The TypeScript Analyzer is a specialized language analyzer component that extracts code entities and their relationships from TypeScript/JavaScript files using the tree-sitter parsing library. It's part of the CodeWiki dependency analysis system and enables accurate AST-based code understanding for TypeScript projects.
- Parse TypeScript/JavaScript files and extract code structure (classes, functions, interfaces, types, etc.)
- Build a dependency graph by identifying relationships between code entities
- Support both type-based and runtime-based dependency analysis
- Enable accurate documentation generation for TypeScript codebases
- Tree-sitter based parsing for accurate AST analysis
- Multi-entity extraction: functions, classes, interfaces, types, enums, variables
- Relationship detection: method calls, constructor dependencies, type annotations, inheritance
- Scope-aware analysis: distinguishes top-level vs nested declarations
- Export tracking: identifies and analyzes exported entities
- Type system support: analyzes TypeScript-specific features (interfaces, type aliases, generics)

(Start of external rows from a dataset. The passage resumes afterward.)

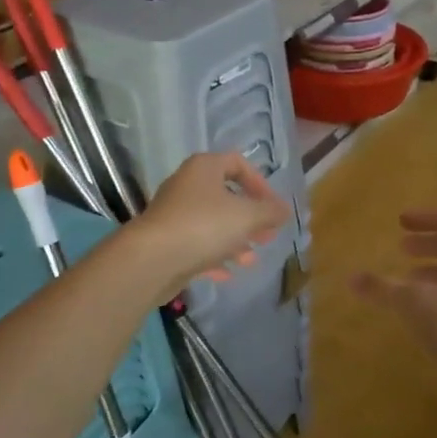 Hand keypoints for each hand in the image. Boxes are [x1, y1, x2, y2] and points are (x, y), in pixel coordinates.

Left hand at [133, 152, 291, 298]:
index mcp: (204, 168)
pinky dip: (213, 257)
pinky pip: (196, 245)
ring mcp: (174, 214)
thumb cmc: (204, 226)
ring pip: (212, 224)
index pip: (237, 163)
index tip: (272, 207)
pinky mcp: (166, 241)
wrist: (152, 259)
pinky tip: (227, 275)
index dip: (260, 183)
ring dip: (234, 241)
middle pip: (225, 196)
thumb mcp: (247, 217)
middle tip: (268, 236)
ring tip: (251, 260)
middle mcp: (187, 185)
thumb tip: (285, 210)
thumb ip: (270, 212)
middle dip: (250, 218)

TypeScript Analyzer Module
│
├── Core Parser
│ ├── TreeSitterTSAnalyzer (Main Analyzer Class)
│ └── Tree-sitter Parser Instance
│
├── Entity Extraction System
│ ├── Function/Method Extractors
│ ├── Class/Interface Extractors
│ ├── Type Definition Extractors
│ └── Variable Declaration Extractors
│
├── Relationship Analysis
│ ├── Call Expression Analyzer
│ ├── Type Relationship Detector
│ ├── Inheritance Chain Analyzer
│ └── Dependency Resolver
│
└── Output Generation
├── Node Factory (creates Node objects)
└── Relationship Factory (creates CallRelationship objects)
The primary analyzer class that orchestrates TypeScript file analysis.
Responsibilities:
- Initialize the tree-sitter parser for TypeScript
- Parse TypeScript source code into an AST
- Extract all code entities from the AST
- Identify and catalog relationships between entities
- Generate output Node and CallRelationship objects
State Management:
TreeSitterTSAnalyzer Instance
├── file_path: Path # Source file location
├── content: str # Source code content
├── repo_path: str # Repository root path
├── parser: Parser # Tree-sitter parser instance
├── ts_language: Language # TypeScript language definition
├── nodes: List[Node] # Extracted top-level code entities
├── call_relationships: List[CallRelationship] # Extracted dependencies
└── top_level_nodes: Dict # Cache of top-level entities
TypeScript Source File
│
▼
[TreeSitterTSAnalyzer.__init__]
│
├─► Initialize tree-sitter Parser
├─► Load TypeScript Language Spec
└─► Store file metadata
│
▼
[analyze() method]
│
├─► Parse source code to AST
│
▼
[_extract_all_entities]
│
├─► Recursively traverse AST
├─► Identify node types
├─► Extract entity metadata
└─► Build entity dictionary
│
▼
[_filter_top_level_declarations]
│
├─► Validate scope (top-level only)
├─► Create Node objects
├─► Store in nodes list
└─► Cache for relationship resolution
│
▼
[_extract_all_relationships]
│
├─► Traverse AST for relationships
├─► Match calls to entities
├─► Identify type dependencies
├─► Track inheritance chains
└─► Create CallRelationship objects
│
▼
Output
├── nodes: Extracted code entities
└── call_relationships: Dependency connections
Initializes the analyzer with a TypeScript file.
Process:
- Store file metadata and content
- Load tree-sitter TypeScript language definition
- Create Parser instance
- Initialize data structures
Error Handling: Falls back gracefully if parser initialization fails
Main entry point that orchestrates the entire analysis process.
Sequence:
- Verify parser is initialized
- Parse source code to AST
- Extract all entities recursively
- Filter to top-level declarations only
- Extract relationships between entities
The extraction system identifies different code constructs and creates structured entity objects.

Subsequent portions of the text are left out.